▶ _Instructions for the task_
Copy each line from the data that has the word "than" in it.
═════ Exercise material
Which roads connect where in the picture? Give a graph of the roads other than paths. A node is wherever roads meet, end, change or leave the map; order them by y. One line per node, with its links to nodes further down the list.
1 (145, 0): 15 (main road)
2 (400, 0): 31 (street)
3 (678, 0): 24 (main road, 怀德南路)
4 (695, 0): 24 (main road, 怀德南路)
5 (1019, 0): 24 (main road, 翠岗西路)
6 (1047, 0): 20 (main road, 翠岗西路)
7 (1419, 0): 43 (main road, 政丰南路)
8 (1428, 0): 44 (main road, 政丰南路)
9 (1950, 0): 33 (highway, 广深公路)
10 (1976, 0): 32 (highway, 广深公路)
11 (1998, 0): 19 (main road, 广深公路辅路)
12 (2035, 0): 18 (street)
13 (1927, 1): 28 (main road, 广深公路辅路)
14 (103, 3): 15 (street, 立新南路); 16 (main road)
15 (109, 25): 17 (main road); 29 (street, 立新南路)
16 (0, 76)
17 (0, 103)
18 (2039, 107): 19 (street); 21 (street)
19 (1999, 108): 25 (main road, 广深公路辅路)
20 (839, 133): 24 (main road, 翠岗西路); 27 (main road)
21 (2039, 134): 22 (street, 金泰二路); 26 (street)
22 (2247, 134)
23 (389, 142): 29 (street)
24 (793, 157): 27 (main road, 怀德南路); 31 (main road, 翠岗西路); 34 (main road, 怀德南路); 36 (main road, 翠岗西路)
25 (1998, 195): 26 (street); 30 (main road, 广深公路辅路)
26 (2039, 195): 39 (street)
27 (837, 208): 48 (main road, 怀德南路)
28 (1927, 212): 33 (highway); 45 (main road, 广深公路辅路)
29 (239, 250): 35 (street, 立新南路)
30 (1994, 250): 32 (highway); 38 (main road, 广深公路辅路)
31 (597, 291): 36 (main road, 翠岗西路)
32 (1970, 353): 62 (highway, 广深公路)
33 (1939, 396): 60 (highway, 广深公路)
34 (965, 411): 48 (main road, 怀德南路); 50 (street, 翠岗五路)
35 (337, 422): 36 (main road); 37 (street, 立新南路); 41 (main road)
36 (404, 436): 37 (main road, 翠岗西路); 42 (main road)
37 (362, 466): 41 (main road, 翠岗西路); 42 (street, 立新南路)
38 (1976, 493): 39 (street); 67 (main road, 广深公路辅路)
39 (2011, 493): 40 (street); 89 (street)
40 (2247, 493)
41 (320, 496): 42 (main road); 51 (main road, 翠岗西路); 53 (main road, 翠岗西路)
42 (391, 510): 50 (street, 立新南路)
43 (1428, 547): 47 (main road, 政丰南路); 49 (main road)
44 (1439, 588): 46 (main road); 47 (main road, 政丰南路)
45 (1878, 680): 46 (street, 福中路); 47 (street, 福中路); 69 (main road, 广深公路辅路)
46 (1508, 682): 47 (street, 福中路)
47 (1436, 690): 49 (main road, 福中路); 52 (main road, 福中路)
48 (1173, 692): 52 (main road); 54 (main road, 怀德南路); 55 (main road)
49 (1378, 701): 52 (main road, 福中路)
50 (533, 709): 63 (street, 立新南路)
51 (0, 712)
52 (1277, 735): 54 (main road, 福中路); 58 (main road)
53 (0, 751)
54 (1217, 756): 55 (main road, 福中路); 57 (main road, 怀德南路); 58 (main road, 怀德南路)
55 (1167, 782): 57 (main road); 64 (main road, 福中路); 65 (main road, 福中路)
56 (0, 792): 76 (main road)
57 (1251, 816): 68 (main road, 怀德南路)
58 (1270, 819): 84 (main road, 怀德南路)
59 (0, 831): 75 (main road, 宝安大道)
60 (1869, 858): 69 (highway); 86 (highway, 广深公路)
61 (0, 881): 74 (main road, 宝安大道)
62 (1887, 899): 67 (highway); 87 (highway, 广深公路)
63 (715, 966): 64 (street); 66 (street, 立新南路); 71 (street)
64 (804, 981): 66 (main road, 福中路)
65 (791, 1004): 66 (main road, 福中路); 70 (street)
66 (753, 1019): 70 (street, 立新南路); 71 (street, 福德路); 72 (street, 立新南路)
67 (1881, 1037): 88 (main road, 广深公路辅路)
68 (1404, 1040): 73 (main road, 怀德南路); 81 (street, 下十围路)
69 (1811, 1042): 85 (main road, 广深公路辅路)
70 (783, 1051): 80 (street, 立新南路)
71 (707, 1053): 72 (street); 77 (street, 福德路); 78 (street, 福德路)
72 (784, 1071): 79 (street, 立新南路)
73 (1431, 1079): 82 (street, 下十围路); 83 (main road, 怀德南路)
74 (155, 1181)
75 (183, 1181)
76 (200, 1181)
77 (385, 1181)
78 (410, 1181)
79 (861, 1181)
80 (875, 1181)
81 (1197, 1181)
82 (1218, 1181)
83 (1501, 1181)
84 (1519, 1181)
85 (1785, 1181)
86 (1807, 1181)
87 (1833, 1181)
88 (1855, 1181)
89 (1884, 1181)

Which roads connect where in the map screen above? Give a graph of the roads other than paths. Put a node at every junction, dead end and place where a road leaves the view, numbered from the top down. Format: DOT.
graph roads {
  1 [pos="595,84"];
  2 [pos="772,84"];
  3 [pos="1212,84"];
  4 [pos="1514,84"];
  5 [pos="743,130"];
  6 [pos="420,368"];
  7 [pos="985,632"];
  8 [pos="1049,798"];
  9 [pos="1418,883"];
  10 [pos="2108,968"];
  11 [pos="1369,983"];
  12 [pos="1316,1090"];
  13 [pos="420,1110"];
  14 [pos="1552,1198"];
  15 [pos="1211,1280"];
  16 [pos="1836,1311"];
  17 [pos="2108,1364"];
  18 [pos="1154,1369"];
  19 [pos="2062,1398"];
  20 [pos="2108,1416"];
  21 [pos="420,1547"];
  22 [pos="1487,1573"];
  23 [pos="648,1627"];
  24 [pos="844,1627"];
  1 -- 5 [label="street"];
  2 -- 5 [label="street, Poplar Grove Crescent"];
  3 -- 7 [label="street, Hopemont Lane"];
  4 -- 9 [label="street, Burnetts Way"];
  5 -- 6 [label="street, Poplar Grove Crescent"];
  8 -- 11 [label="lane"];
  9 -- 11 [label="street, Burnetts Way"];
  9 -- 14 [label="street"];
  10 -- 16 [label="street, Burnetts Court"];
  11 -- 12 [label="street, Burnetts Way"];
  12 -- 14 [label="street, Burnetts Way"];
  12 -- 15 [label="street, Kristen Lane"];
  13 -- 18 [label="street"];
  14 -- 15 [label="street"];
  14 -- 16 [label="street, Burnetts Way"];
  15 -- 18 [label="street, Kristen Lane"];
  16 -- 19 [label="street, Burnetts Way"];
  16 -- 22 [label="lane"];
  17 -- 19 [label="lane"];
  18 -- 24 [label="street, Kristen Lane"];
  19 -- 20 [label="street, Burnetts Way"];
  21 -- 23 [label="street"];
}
══════════
▶ _Output below_
Which roads connect where in the picture? Give a graph of the roads other than paths. A node is wherever roads meet, end, change or leave the map; order them by y. One line per node, with its links to nodes further down the list.
Which roads connect where in the map screen above? Give a graph of the roads other than paths. Put a node at every junction, dead end and place where a road leaves the view, numbered from the top down. Format: DOT.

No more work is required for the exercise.